## What is needed
For the entries below, report every line that includes the word "hand".

## Dataset entries
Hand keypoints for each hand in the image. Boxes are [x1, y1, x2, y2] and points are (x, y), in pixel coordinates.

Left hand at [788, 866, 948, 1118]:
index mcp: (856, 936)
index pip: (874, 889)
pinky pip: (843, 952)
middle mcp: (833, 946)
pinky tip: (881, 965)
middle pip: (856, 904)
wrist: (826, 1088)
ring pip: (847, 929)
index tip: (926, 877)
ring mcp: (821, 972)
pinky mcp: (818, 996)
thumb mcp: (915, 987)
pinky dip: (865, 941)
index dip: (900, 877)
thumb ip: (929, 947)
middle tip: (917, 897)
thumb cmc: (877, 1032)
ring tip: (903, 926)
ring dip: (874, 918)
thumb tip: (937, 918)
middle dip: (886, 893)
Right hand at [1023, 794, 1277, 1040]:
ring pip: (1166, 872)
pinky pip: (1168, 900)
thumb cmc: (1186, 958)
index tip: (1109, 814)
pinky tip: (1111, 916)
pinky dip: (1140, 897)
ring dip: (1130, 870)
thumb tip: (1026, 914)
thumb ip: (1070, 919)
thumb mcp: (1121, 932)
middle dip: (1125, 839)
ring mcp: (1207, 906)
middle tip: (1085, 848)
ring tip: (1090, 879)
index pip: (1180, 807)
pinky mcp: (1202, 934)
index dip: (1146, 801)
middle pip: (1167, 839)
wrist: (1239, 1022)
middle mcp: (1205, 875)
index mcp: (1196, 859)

## Result below
Hand keypoints for each hand in the image. Boxes are [x1, y1, x2, y2] and points are (x, y), in pixel coordinates.
Left hand at [788, 866, 948, 1118]:
Right hand at [1023, 794, 1277, 1040]:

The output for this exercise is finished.